[Work instructions]:
Lines containing the word "Graben" are to be copied from the data below.

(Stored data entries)
*** Block opens ***
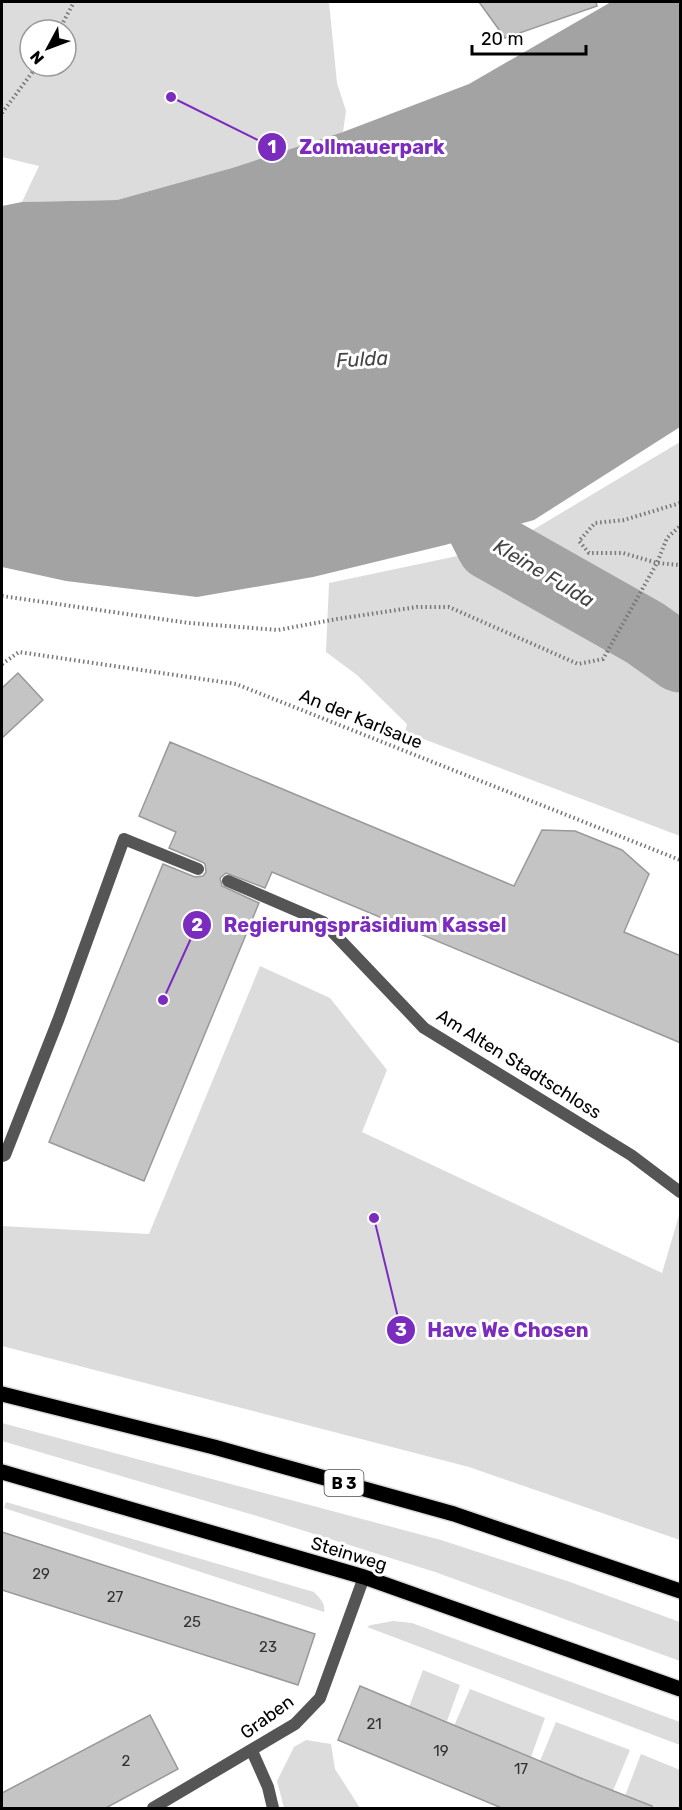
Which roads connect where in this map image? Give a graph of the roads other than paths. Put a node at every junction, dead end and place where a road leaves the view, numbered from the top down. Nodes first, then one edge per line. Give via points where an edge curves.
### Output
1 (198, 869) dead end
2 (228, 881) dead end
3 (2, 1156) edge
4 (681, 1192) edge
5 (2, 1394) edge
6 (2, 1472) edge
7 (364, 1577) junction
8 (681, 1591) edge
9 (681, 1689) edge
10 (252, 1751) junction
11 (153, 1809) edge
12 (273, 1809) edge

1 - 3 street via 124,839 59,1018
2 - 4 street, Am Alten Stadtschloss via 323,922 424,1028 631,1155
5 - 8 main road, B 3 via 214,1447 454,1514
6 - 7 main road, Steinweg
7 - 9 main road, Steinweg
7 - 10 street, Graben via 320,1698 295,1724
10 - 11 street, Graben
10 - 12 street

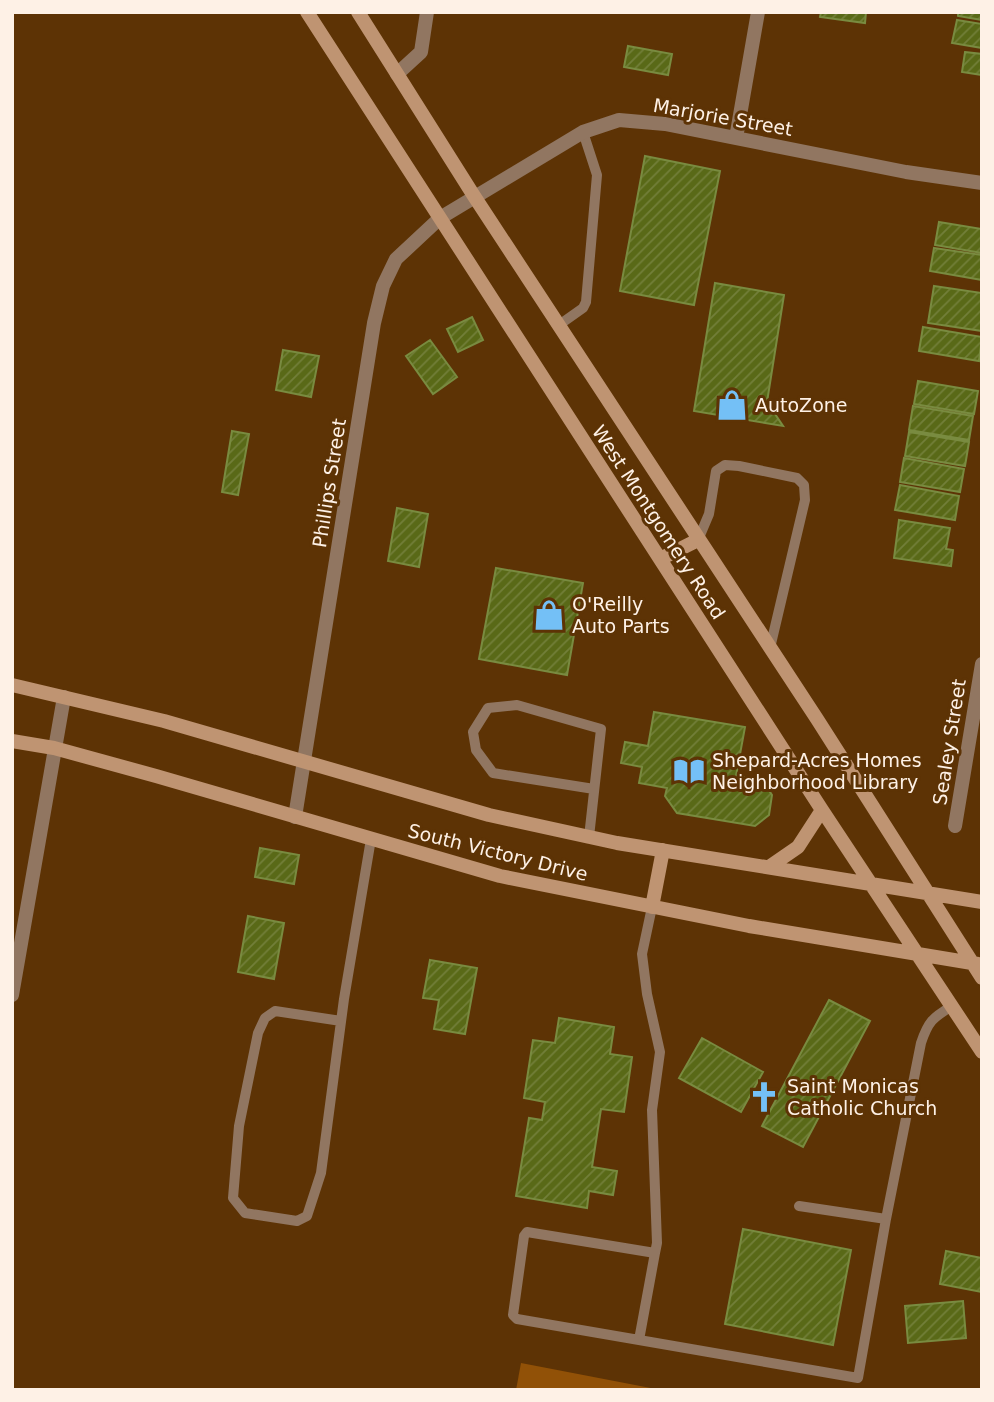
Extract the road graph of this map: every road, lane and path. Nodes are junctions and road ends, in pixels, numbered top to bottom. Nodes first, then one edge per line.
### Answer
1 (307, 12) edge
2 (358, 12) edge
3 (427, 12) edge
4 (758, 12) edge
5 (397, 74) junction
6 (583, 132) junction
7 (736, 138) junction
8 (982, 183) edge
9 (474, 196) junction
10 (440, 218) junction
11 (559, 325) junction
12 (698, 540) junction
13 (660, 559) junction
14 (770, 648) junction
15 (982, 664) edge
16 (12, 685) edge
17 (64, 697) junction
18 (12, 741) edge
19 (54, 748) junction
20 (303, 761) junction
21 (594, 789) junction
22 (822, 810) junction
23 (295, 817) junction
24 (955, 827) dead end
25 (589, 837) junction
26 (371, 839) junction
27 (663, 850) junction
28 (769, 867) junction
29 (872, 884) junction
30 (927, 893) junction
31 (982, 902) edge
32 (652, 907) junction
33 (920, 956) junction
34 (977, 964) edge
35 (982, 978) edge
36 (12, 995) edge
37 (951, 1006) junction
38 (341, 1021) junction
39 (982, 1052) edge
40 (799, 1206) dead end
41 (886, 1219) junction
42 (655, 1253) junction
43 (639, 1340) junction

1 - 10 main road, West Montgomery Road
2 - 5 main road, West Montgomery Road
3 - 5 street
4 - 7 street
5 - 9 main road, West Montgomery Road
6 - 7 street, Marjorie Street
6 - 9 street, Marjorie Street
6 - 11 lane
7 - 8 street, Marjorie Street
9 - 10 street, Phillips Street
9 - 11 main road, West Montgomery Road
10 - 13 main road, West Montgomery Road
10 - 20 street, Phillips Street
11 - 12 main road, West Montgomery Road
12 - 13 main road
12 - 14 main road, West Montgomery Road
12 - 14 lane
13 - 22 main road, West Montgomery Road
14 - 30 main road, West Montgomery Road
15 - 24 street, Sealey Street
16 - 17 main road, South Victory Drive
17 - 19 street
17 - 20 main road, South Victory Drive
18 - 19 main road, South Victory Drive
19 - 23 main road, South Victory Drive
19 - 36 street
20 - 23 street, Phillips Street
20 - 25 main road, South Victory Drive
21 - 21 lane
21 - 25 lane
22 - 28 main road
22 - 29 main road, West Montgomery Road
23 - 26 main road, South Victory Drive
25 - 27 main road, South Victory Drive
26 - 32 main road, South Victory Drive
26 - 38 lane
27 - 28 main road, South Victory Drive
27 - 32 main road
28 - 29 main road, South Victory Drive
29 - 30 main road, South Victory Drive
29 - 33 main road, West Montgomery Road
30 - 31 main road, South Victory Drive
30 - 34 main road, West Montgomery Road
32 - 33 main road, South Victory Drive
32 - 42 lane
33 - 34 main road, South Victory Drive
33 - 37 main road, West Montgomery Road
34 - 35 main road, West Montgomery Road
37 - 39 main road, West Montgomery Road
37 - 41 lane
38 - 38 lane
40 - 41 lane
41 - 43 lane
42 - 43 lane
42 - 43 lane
*** Block closes ***
[Written solution]:
7 - 10 street, Graben via 320,1698 295,1724
10 - 11 street, Graben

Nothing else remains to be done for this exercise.